The three most obvious classes of items that you will notice the durability on are Tools, Weapons, and Armor, in that order, and as you use your Tools and Weapons, and your Armor takes hits, you will notice that their durability bar falls (the red bar at the base of their icon), and eventually when it is completely empty, the item will "break" and disappear.
Crafting a Bed and using it to skip the night is key to getting things down quickly
It does not actually have to do that -- items can be repaired in the crafting window by simply placing two damaged items of the same type in the window, which will cause the game to combine them. Of course you do not get a brand new fully-durable item from that process, you simply obtain whatever the durability was from both items when they combine plus a small bonus of extra durability -- so while it is often easier to simply make a new item when the items you are combining are made from the rarer resources, repair actually makes sense.
One thing you will want to bear in mind however when you are repairing is that ANY enchantment on the items - even when they both have the same identical enchantment, is lost in the repair process. The newly repaired item will be enchantment free.
The durability of a tool or crafted item is going to depend on the type of resource used to make it -- for example Stone will have more durability than Wood, Iron will have more durability than Stone, and Diamond will have the most durability of all. Tools made from Gold will be the fastest to use in the game, but also have very poor durability so you will quickly find them wearing away to nothing!
Bearing in mind that these numbers only apply when a tool is used "properly" (that is to say, for its intended purpose), these are the basic durability numbers based upon the materials, organized by durability/maximum uses:
Gold: 33 uses
Wood: 60 uses
Stone: 132 uses
Iron: 251 uses
Diamond: 1562 uses
The improper use of a tool -- for example using a How to chop Wood -- will cost the player a double-use penalty, which seriously effects the durability, so it is always a good idea to try to use the tools properly.
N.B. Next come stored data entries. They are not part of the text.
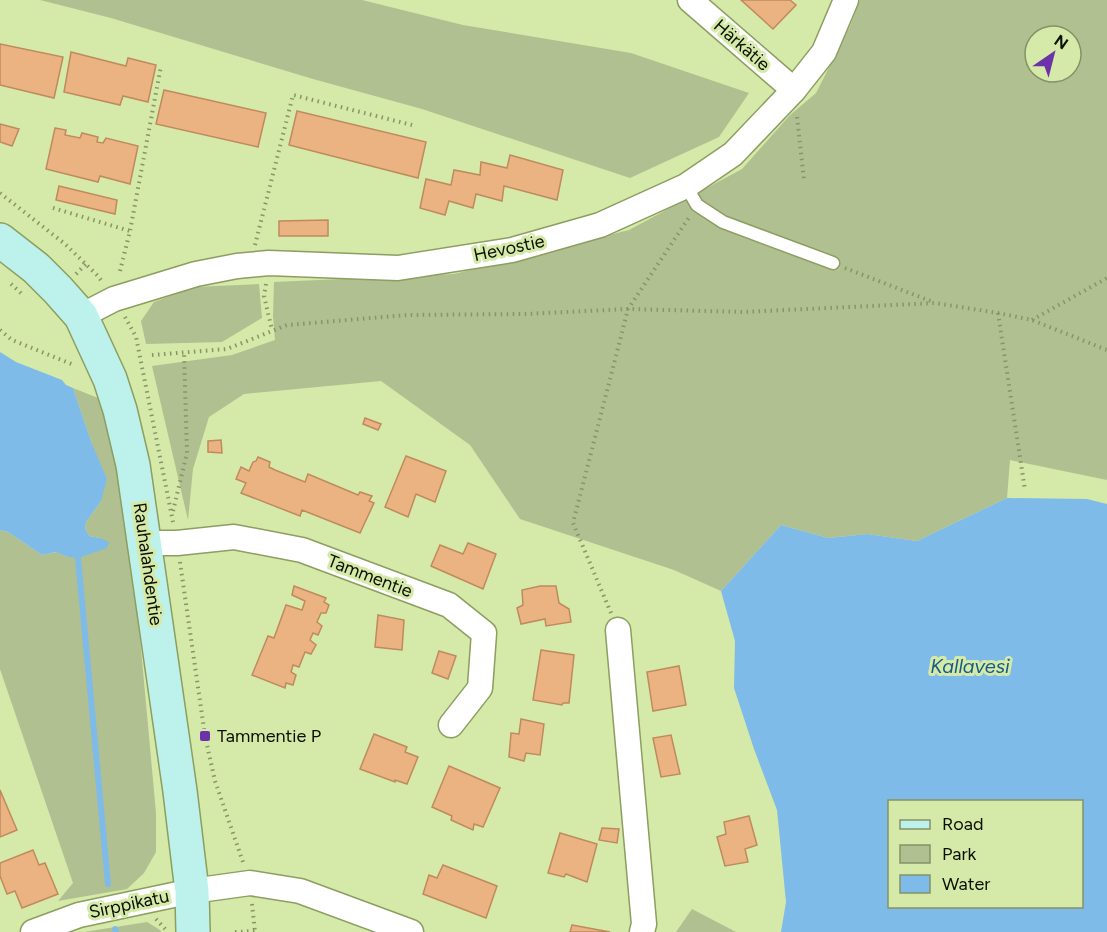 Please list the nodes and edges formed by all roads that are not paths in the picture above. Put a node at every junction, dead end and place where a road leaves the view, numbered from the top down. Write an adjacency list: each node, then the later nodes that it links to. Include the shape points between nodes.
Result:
1 (690, 0): 3 (street, Härkätie)
2 (846, 0): 3 (street, Hevostie, via 824,52)
3 (794, 90): 4 (street, Hevostie)
4 (692, 196): 6 (lane, via 723,222); 7 (street, Hevostie, via 512,250 398,268 262,257 114,299)
5 (0, 240): 7 (main road, Rauhalahdentie, via 36,268)
6 (833, 263)
7 (81, 316): 8 (main road, Rauhalahdentie, via 120,410 134,465)
8 (145, 543): 10 (street, Tammentie, via 234,537 302,550 449,605 484,633 480,688); 11 (main road, Rauhalahdentie)
9 (618, 630): 12 (street)
10 (451, 725)
11 (192, 891): 13 (street, Sirppikatu, via 80,915); 14 (main road, Rauhalahdentie); 15 (street, Sirppikatu, via 250,883 300,891)
12 (643, 928)
13 (33, 932)
14 (193, 932)
15 (411, 932)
Note that some tools can be effectively used improperly in a pinch -- for instance the Axe makes a decent weapon -- but bear in mind that using it that way still incurs the penalty.
In the case of Armor bear in mind that its use has changed since earlier versions -- with durability now only serving as the indicator of its condition / number of hits remaining. The actual protection offered by the armor remains the same from the first hit to the last.